1. Juices & Smoothies

Juices can be a healthy way to include fruit, but your average cafe or juice bar is not as healthy as it seems. Fruit juices (even cold press) contain a high amount of sugar and are low in fibre, whereas you wouldn’t eat five oranges, you can easily drink them and then eat some more food too. So it can easily lead to consuming more calories during the day, as fibre in the whole fruit helps to control how quickly the body digests sugar. As for smoothies, at home you can easily control the amount of added fats and sugars you use – that dash of honey at a smoothie bar can easily become a big squeeze, and many smoothie bars even use frozen yoghurt, which is almost the same as ice-cream. So really, a lot of smoothies could just be milkshakes. You’re best to make one up at home using a handful of fresh or frozen fruit, cup of milk, dash of yoghurt & a spoon of chia seeds/nuts for some healthy fats.

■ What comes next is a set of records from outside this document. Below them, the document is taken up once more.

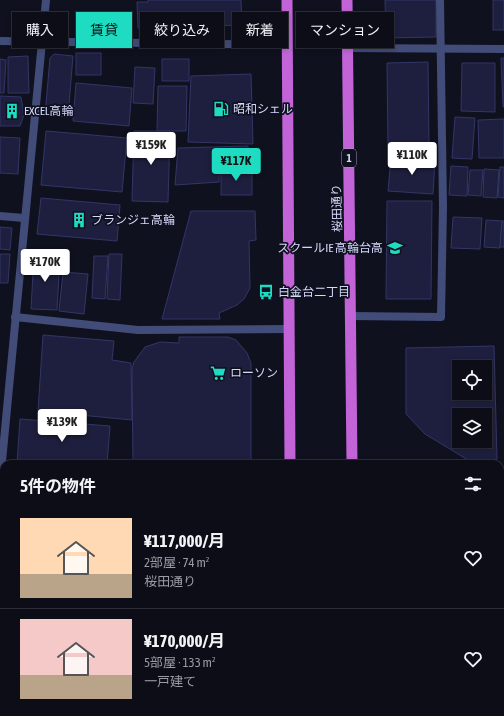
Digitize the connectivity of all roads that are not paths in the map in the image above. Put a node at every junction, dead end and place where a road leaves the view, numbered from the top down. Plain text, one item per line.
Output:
1 (46, 0) edge
2 (287, 0) edge
3 (347, 0) edge
4 (440, 0) edge
5 (44, 12) edge
6 (287, 12) edge
7 (347, 12) edge
8 (0, 41) edge
9 (12, 41) edge
10 (68, 41) edge
11 (232, 44) edge
12 (40, 48) edge
13 (287, 48) edge
14 (347, 48) edge
15 (394, 48) edge
16 (441, 48) junction
17 (504, 49) edge
18 (0, 216) edge
19 (24, 218) junction
20 (352, 316) junction
21 (15, 317) junction
22 (289, 329) junction
23 (2, 460) edge
24 (290, 460) edge
25 (352, 460) edge

1 - 5 street
2 - 6 highway
3 - 7 highway, 桜田通り / 1
4 - 16 street
8 - 9 street
10 - 11 street
12 - 19 street
13 - 22 highway
14 - 20 highway, 桜田通り / 1
15 - 16 street
16 - 17 street
16 - 20 street
18 - 19 street
19 - 21 street
20 - 25 highway, 桜田通り / 1
21 - 22 street
21 - 23 street
22 - 24 highway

2. Sugar free and low carb options

With the low carb trend, food manufacturers have marketed products with ‘no added sugar’ and ‘low carb’ options – this doesn’t mean that they are calorie free or that they are healthier than something that’s not in a packet. Low carb bars are highly processed with minimal real food ingredients, so should be consumed occasionally but not as a daily source of nutrition. Many foods with no added sugar might still be high in sugar, for example energy balls which are made mostly from dried fruit – aim for options to be lower than 15 g of sugar per 100 g if it will be a more common choice.

3. ‘High Protein’ everything

Just like low carb, high protein doesn’t equal healthy. In fact, many foods like greek style yoghurt, are naturally high in protein. So you don’t necessarily need to buy the one that is marketed as high. Higher protein breads, cereals, muesli bars can still be high in sugar and fat too. Contrary to popular belief, the average person doesn’t really need to add even more protein into their diet, if they are already including a protein source at main meals from legumes, meat, dairy, eggs, tofu or fish. So, there’s no need to chug a protein shake after every gym session you do if you.

4. Gluten Free chips, veggie chips, grain chips, bean chips…

These are another well played marketing strategy – many consumer surveys have shown that people think gluten free means healthier, but unless you have coeliac disease you don’t need them. Often gluten free options have less nutrient dense flours to replace the gluten in pasta, crackers and snack foods. Veggie chips, grain chips and bean chips can offer a healthier alternative to potato chips – but they are still high in fat, salt and sometimes added sugars in flavourings. So still consider them as a treat!

5. Wholemeal, light rye, brown rice crackers…

In order to actually be high in fibre and low glycemic index (having a slower impact on your blood sugar levels) a bread or a cracker needs to contain the whole, intact grain. So while wholemeal and light rye breads might seem to be healthier than white bread, you are best to opt for breads that are wholegrain instead – where you can see the grains and seeds in there. 7.5 g fibre per 100 g is best. Similarly, crackers that boast they are based on brown rice instead of white are only marginally different, and a poor source of fibre – if you are coeliac, then look for wholegrain rice cakes or buckwheat crackers and add a source of protein or fibre such as a nut butter or avocado to keep you full for longer.

So what should you eat? If it is less processed and doesn’t need a label, then it’s usually going to be a healthy choice – fresh fruit, vegetables, lean protein & nuts & seeds should be the basis of your healthy diet.